> Collected data entries
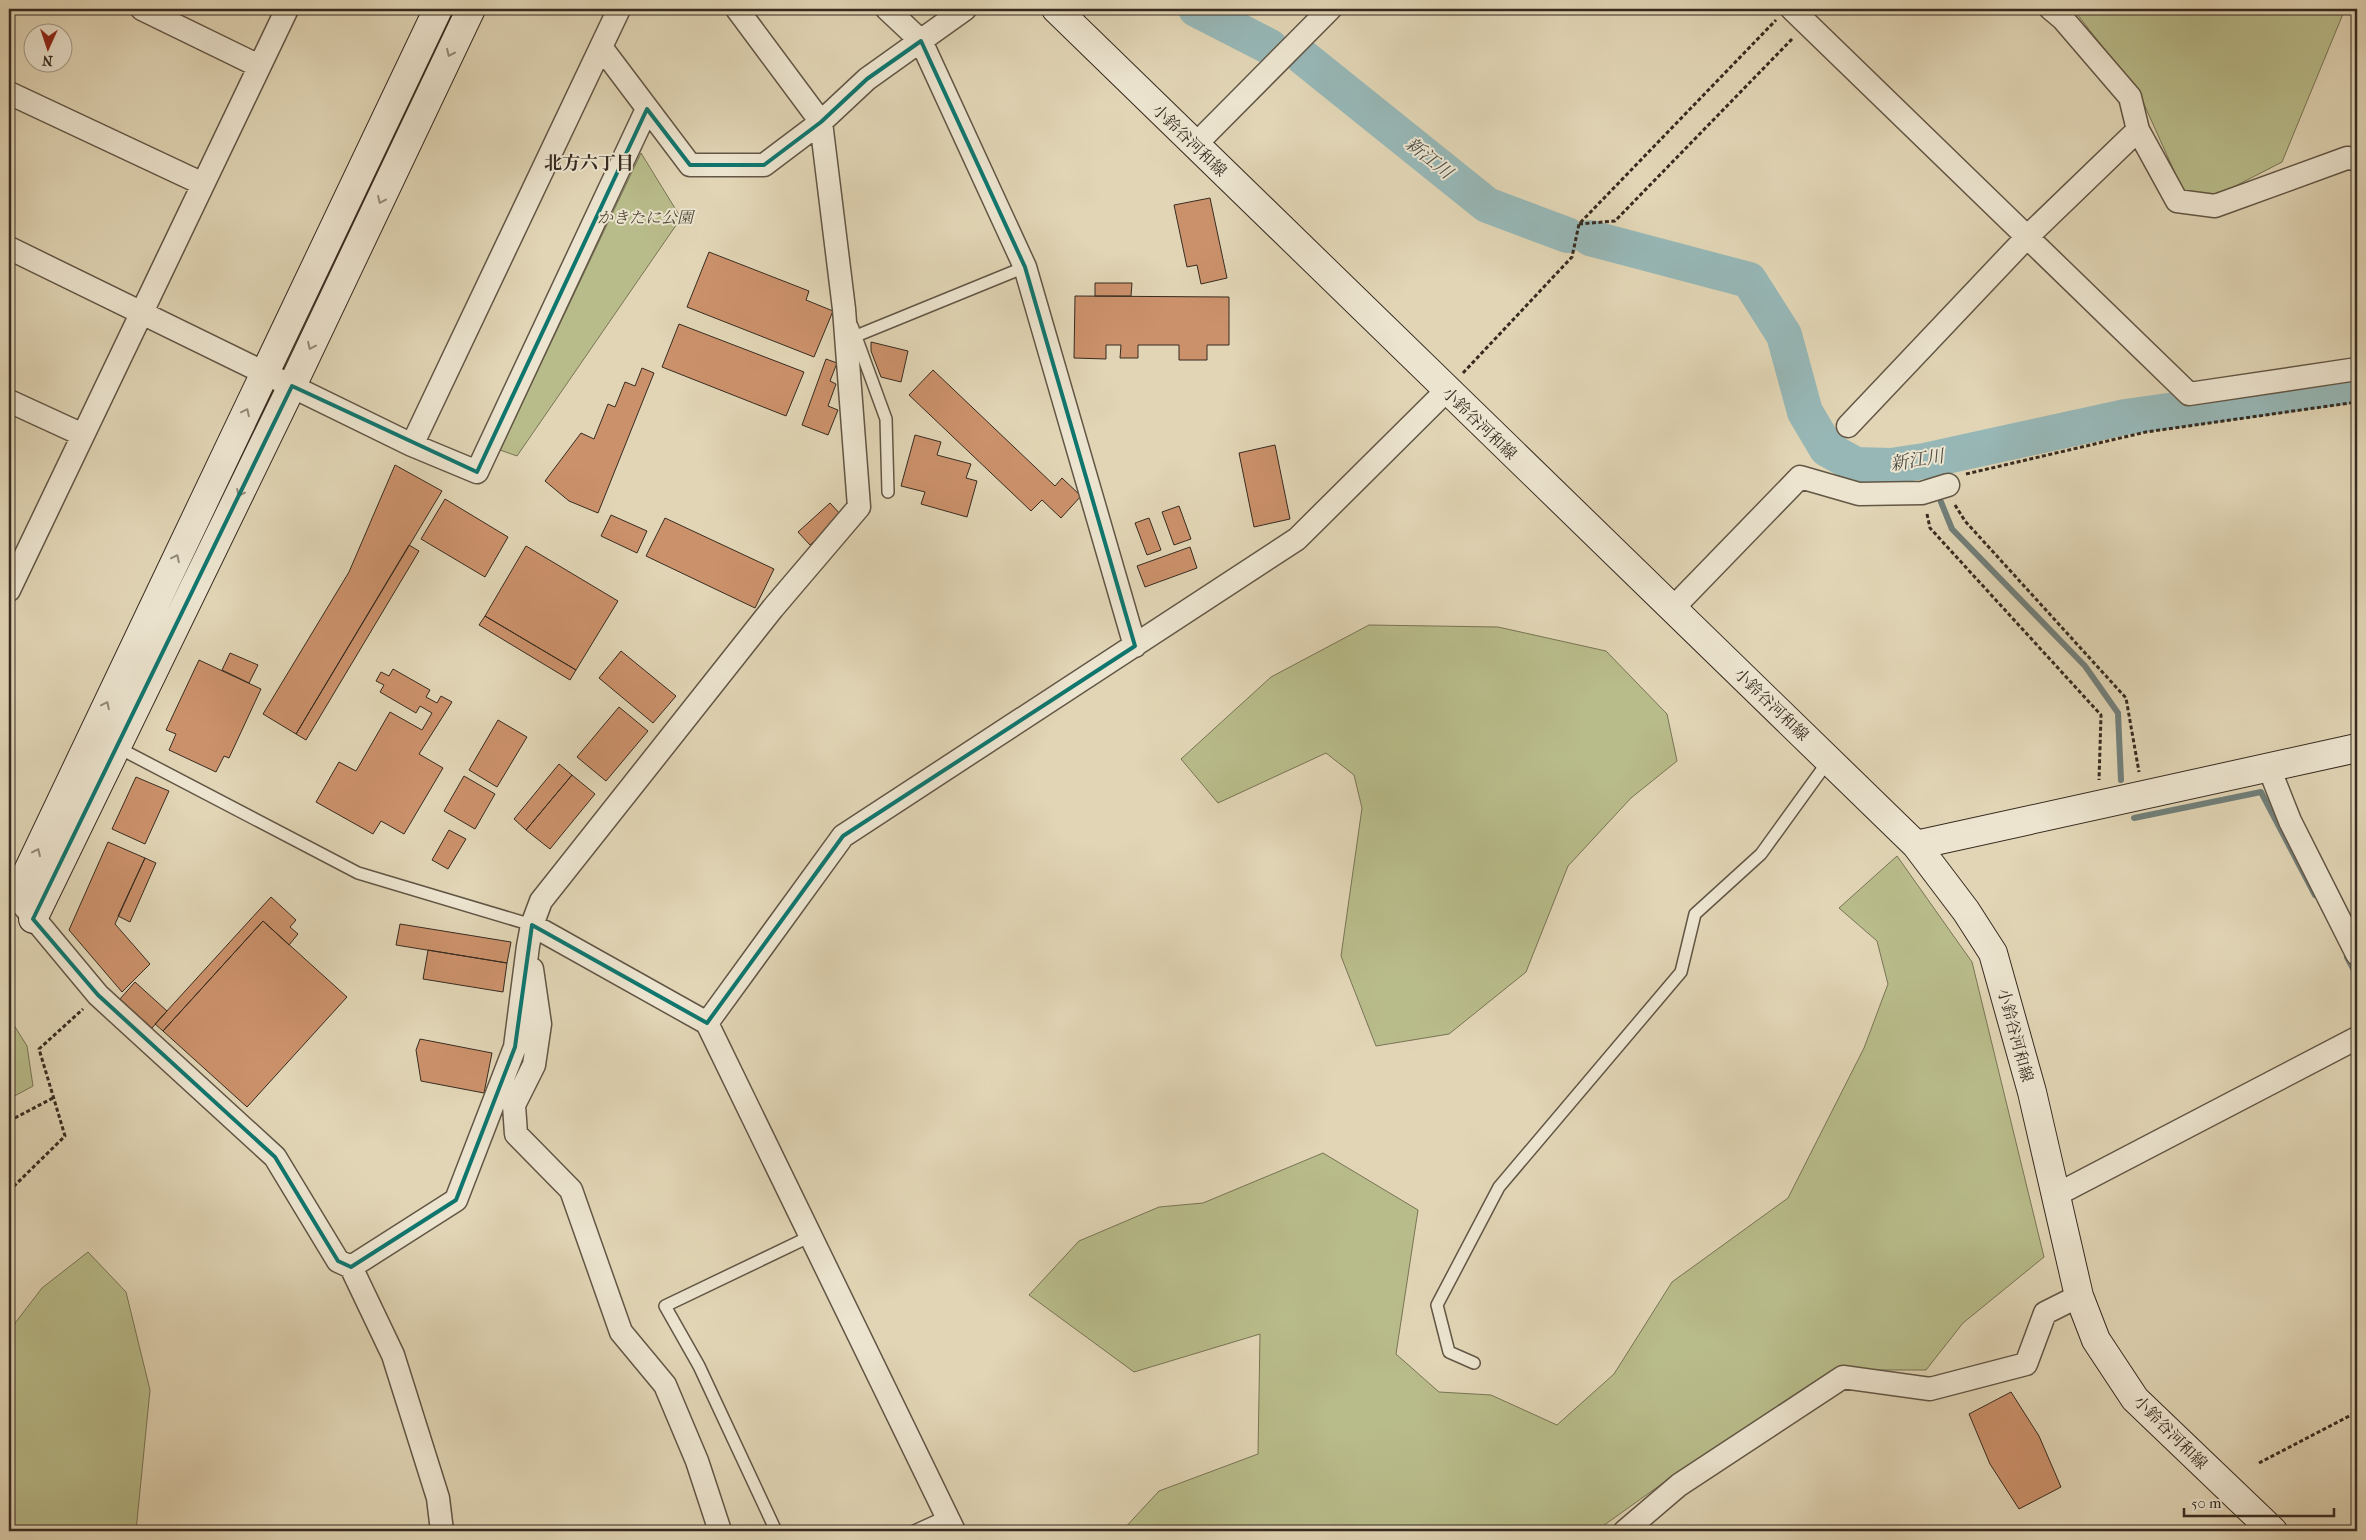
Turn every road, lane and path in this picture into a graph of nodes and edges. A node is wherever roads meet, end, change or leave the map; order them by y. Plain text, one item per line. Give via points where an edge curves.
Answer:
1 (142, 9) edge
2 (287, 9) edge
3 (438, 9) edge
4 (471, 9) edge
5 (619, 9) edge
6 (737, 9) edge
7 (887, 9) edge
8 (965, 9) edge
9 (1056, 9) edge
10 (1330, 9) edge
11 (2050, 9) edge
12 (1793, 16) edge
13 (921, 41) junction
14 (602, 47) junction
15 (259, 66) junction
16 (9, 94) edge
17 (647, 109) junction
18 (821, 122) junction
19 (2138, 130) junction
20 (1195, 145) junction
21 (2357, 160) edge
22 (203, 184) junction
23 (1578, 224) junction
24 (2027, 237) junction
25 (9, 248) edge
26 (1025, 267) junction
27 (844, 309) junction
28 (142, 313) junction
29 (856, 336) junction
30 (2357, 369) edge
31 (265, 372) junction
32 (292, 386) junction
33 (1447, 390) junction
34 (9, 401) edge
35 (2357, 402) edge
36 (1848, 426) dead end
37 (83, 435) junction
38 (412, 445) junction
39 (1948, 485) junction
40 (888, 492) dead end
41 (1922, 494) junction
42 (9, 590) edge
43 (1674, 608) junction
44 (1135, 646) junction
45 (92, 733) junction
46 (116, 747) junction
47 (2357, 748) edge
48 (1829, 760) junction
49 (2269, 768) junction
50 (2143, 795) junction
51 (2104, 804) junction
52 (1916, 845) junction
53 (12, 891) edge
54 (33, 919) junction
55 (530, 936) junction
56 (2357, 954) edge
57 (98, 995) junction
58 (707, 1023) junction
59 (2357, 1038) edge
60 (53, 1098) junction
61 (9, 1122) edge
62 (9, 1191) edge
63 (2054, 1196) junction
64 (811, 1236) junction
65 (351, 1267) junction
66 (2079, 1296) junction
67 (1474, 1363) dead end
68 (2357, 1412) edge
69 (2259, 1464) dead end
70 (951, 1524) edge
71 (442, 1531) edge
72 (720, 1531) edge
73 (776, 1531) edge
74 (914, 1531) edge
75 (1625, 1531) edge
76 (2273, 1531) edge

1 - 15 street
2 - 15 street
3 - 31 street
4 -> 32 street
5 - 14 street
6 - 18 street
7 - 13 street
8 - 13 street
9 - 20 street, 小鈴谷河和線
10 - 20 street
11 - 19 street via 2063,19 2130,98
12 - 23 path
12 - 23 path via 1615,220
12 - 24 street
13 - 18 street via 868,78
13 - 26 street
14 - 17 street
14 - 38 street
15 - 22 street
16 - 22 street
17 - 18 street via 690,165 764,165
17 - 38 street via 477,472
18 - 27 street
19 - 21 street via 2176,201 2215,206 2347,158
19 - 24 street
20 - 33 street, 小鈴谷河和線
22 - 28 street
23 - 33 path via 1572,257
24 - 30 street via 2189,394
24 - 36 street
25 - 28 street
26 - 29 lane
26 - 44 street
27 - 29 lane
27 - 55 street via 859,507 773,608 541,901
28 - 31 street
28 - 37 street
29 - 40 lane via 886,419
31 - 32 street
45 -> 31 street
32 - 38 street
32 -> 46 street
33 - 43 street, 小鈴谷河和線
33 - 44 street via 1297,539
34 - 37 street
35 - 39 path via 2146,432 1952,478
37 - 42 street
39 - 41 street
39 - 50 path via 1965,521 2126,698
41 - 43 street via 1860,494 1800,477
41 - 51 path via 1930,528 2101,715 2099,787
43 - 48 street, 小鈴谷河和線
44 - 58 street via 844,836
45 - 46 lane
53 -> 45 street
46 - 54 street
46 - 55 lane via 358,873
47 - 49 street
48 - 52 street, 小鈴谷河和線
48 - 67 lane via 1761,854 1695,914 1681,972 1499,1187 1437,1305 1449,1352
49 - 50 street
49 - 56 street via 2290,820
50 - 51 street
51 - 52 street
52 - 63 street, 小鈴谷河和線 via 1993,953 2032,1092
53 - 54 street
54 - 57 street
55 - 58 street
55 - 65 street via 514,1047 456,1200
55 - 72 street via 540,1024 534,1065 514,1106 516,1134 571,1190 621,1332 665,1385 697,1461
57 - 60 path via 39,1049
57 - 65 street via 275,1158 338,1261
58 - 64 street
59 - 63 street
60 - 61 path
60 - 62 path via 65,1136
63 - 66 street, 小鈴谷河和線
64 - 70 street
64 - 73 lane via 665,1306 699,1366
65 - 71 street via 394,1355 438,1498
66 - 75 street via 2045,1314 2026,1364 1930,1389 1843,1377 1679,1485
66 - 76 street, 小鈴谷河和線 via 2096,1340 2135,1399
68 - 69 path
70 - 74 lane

> WHAT YOU ARE ASKED TO DO
Each line of the data that holds "小鈴谷河和線" should be reported.

> EXERCISE SOLUTION
9 - 20 street, 小鈴谷河和線
20 - 33 street, 小鈴谷河和線
33 - 43 street, 小鈴谷河和線
43 - 48 street, 小鈴谷河和線
48 - 52 street, 小鈴谷河和線
52 - 63 street, 小鈴谷河和線 via 1993,953 2032,1092
63 - 66 street, 小鈴谷河和線
66 - 76 street, 小鈴谷河和線 via 2096,1340 2135,1399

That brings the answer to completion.